Researchers have warned of information security talent shortages for several years now, but not to the extent that we're seeing today. By conservative estimates, such as that from the 2017 Global Information Workforce Study, the InfoSec workforce shortage will increase to 1.8 million vacancies by 2022.
Meanwhile, Cyber Security Ventures has an even less optimistic outlook. They predict that by 2021, the number of vacant InfoSec roles will reach 3.5 million. What's more, the report points out that those figures don't tell the whole story. Fundamentally, organizations need to revise their perceptions of cybersecurity as a function that can be delegated to a handful of InfoSec operators or a third-party managed security service provider. Instead, they need to focus on cultivating a new InfoSec workforce using tradecraft enhancement.
InfoSec must pervade all IT operations
"If InfoSec talent is not present within your organization, you're doing something very wrong."
Steve Morgan, founder and editor-in-chief of Cybersecurity Ventures, put it best when he wrote that "Every IT position is also a cybersecurity position now." He added that, "the cybersecurity workforce shortage is even worse than what the job numbers suggest."
This isn't to say every IT worker needs the highest caliber of InfoSec expertise. However, they should have a baseline understanding of InfoSec operations. For instance, they can use native features of common operating systems to facilitate IT ecosystems that are inherently more secure.
The out-of-sight, out-of-mind approach associated with outsourcing to MSSPs isn't the right way to go, either. While these third-party providers can support security staff, they're not meant to replace it. Furthermore, there's indisputable risk in handing the reins over to an outside InfoSec vendor entirely – and not just because you're letting external organizations oversee the safekeeping of your sensitive information. Selecting a vendor among the countless offerings out there is a difficult process, and one that could put an organization at risk if the wrong decision is made.
Long story short, there is no adequate substitute for in-house expertise. If InfoSec talent is not present within your organization, you're doing something very wrong.
Training is the problem and the solution
The obvious issue pertaining to the InfoSec talent shortage is a lack of trained professionals to go around. There are only so many certified cybersecurity specialists to choose from, which makes the MSSP option all the more enticing. Anything is better than nothing, right?
Well, not exactly. Quantity is evidently an issue, but so is quality. Black-hat hackers are numerous, but they're also increasingly organized and sophisticated. Textbook expertise can no longer stand in for hands-on InfoSec experience if we hope to outmatch adversarial hackers. In other words, we need to train more InfoSec experts, and we need to train them well. It's a two-part problem with a two-part solution.
Part one involves training the IT workforce in InfoSec competencies. According to CompTIA, the U.S. tech sector added 182,000 new jobs in 2016, accounting for nearly 10 percent of all new positions added to the country's economy, and a 3 percent increase over last year. In total, 2016's tech workforce came in at about 7.3 million people, and continues to show signs of growth. In other words, as the InfoSec workforce faces severe shortages, the IT ops workforce continues to thrive. This may be the way forward, according to Steve Morgan. By cross-training IT workers in the area of InfoSec, organizations can effectively increase the cybersecurity talent pool and cultivate the in-house expertise they require to safeguard their information systems.
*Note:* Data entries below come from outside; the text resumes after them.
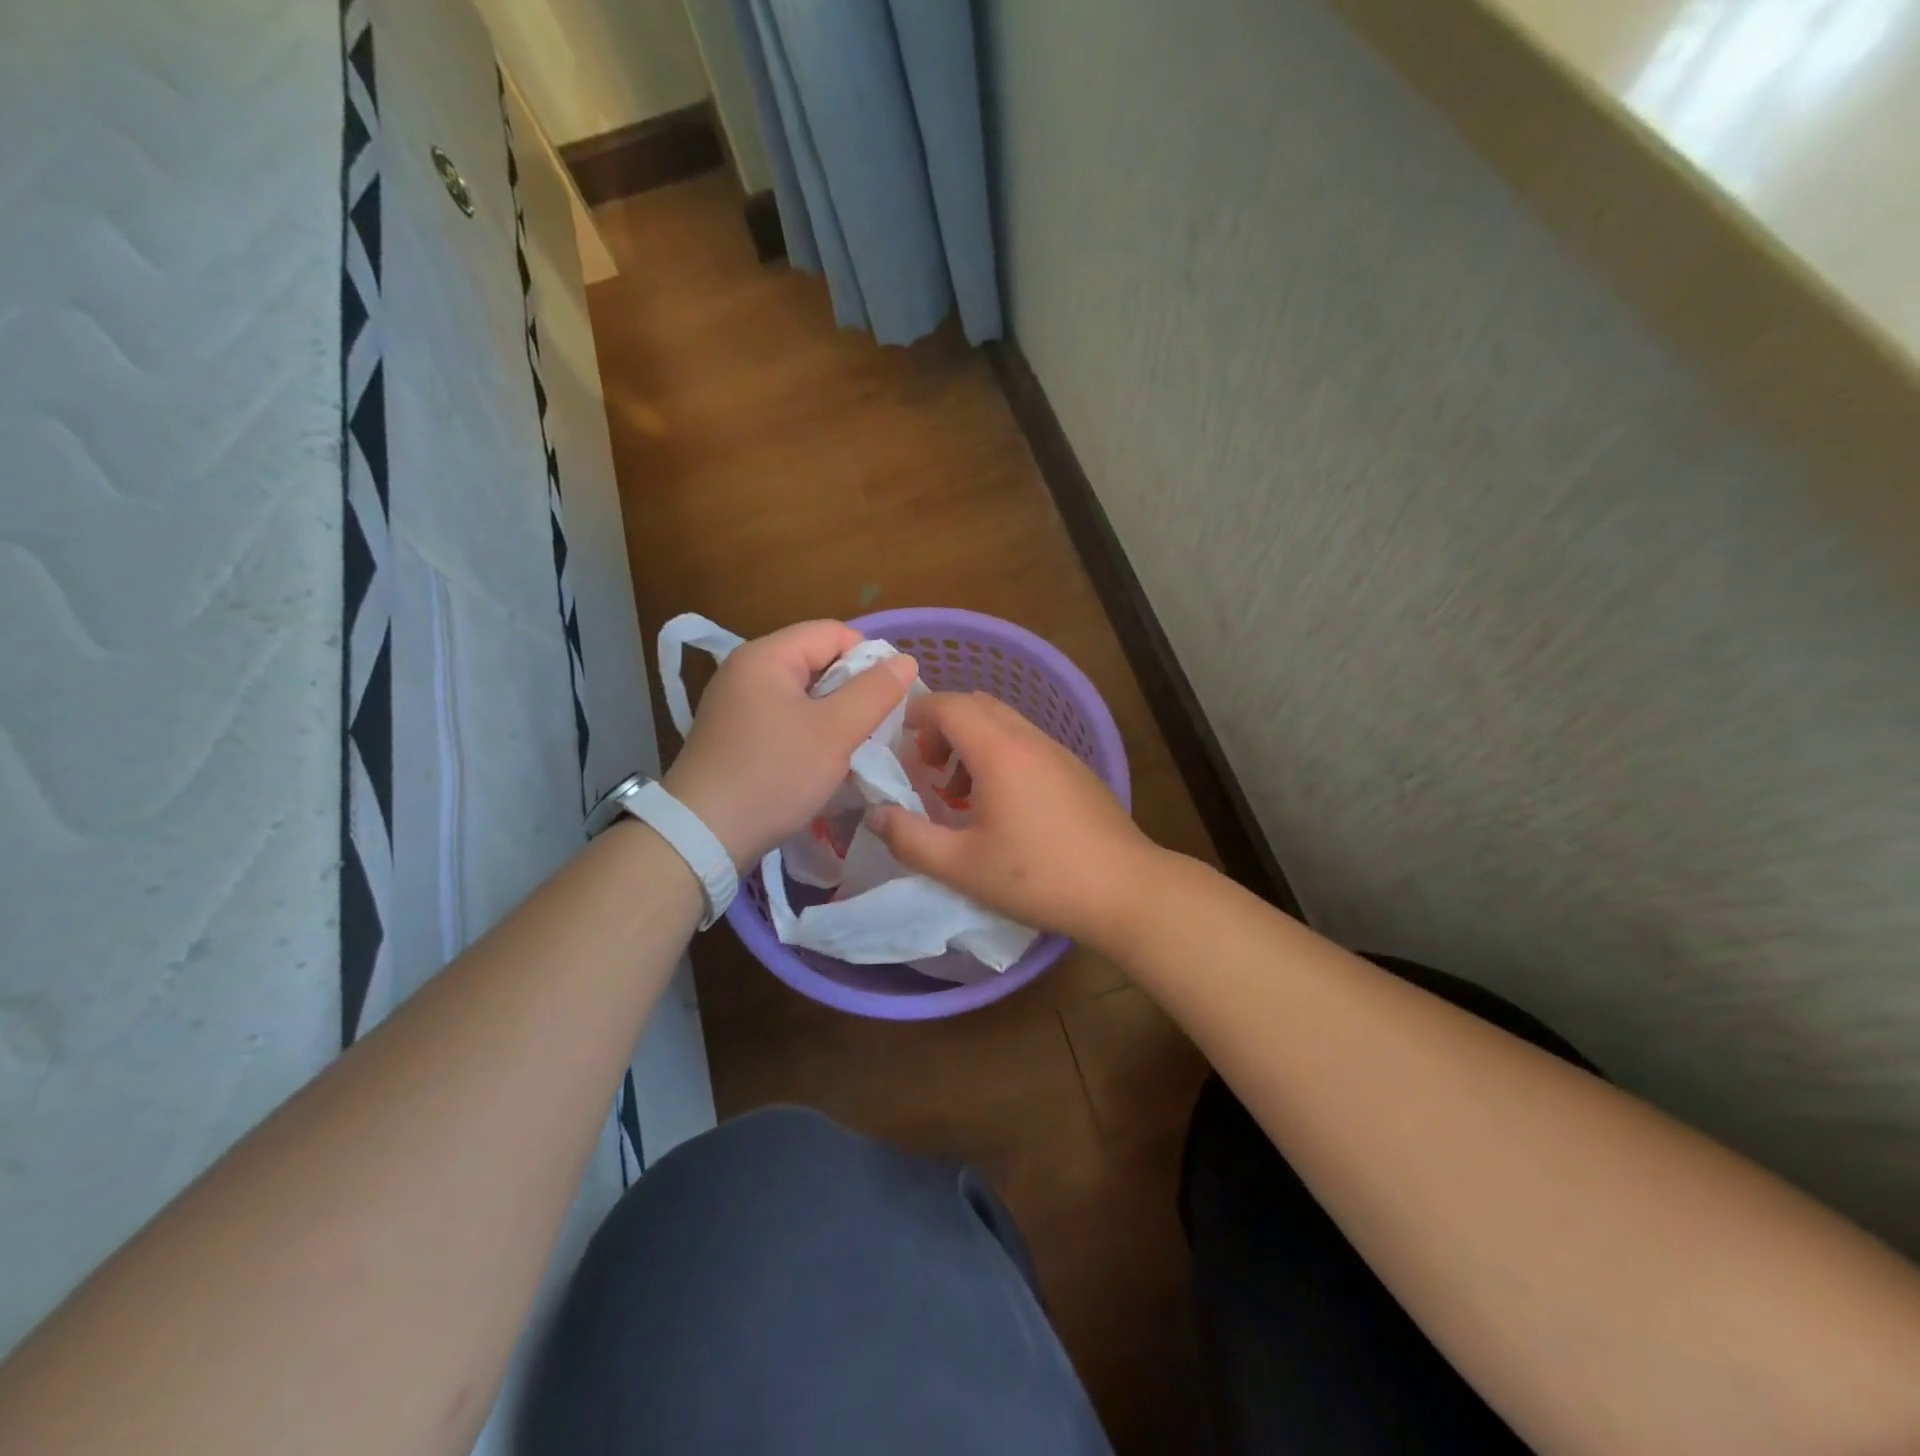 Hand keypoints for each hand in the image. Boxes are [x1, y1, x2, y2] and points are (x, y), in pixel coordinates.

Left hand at [663, 621, 916, 868]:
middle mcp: (747, 670)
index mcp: (767, 656)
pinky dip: (810, 733)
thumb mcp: (834, 732)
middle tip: (873, 728)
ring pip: (805, 694)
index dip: (869, 659)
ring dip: (834, 716)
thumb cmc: (774, 774)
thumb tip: (906, 661)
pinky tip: (821, 762)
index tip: (887, 700)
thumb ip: (875, 692)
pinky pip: (786, 719)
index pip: (834, 632)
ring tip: (851, 748)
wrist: (703, 836)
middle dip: (853, 690)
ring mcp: (737, 704)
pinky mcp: (736, 734)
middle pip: (818, 661)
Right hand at [869, 692, 1160, 944]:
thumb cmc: (1037, 876)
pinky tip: (999, 808)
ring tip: (957, 795)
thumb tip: (877, 815)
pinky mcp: (1075, 771)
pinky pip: (1026, 744)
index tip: (898, 742)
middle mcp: (1029, 739)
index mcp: (999, 751)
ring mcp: (1058, 752)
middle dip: (942, 727)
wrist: (1124, 889)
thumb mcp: (961, 866)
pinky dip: (999, 756)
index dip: (917, 714)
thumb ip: (910, 839)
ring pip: (1003, 725)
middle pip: (977, 706)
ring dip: (971, 744)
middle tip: (926, 768)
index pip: (950, 705) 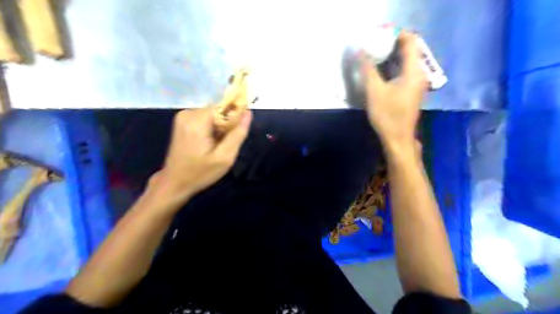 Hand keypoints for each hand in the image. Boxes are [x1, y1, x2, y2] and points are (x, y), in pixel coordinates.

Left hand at [151, 106, 251, 205]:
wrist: (175, 182)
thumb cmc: (200, 173)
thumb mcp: (225, 158)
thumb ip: (238, 134)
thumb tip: (248, 113)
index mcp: (196, 121)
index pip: (224, 107)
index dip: (234, 119)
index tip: (235, 135)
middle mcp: (187, 113)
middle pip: (217, 110)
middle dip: (226, 124)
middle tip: (225, 144)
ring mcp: (182, 116)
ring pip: (212, 114)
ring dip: (219, 127)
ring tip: (217, 145)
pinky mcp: (182, 121)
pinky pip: (204, 118)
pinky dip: (211, 128)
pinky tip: (209, 143)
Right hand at [361, 31, 427, 150]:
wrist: (398, 138)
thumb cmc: (387, 115)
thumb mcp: (374, 91)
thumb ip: (368, 69)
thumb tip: (361, 51)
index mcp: (414, 71)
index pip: (410, 41)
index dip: (396, 35)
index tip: (379, 37)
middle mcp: (420, 74)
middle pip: (409, 50)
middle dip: (391, 46)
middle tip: (373, 46)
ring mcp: (418, 83)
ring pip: (406, 62)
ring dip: (392, 57)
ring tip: (375, 57)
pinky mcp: (412, 91)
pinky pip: (405, 71)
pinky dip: (394, 67)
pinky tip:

That brings us to part two: training InfoSec professionals well.
Enter InfoSec tradecraft enhancement
The pass-fail approach to InfoSec training has no place in today's threat landscape. Rather an InfoSec operator should be assessed according to their skills, technical acumen, experience, critical thinking abilities and readiness to handle new and complex challenges. These collective qualities make up what is known as that individual's tradecraft. The goal of effective InfoSec training should be to enhance that tradecraft, not to hold it to inflexible standards that do little to spark innovation.
Specifically, strong InfoSec training starts with an evaluation of a student's competencies. The next steps are to identify that student's core competencies, to sharpen them to their full potential, and to then to validate those skills through life-fire exercises. Finally, those students must learn to sustain their skills, so as to stay ever-vigilant and always one step ahead of the adversary.
So yes, there is a severe InfoSec talent shortage. Yes, it's getting worse. And yes, all the while, criminal hackers are become more advanced.
But no, that doesn't mean all hope is lost. We will rise above because we have to. More importantly, because we know how to: through tradecraft enhancement.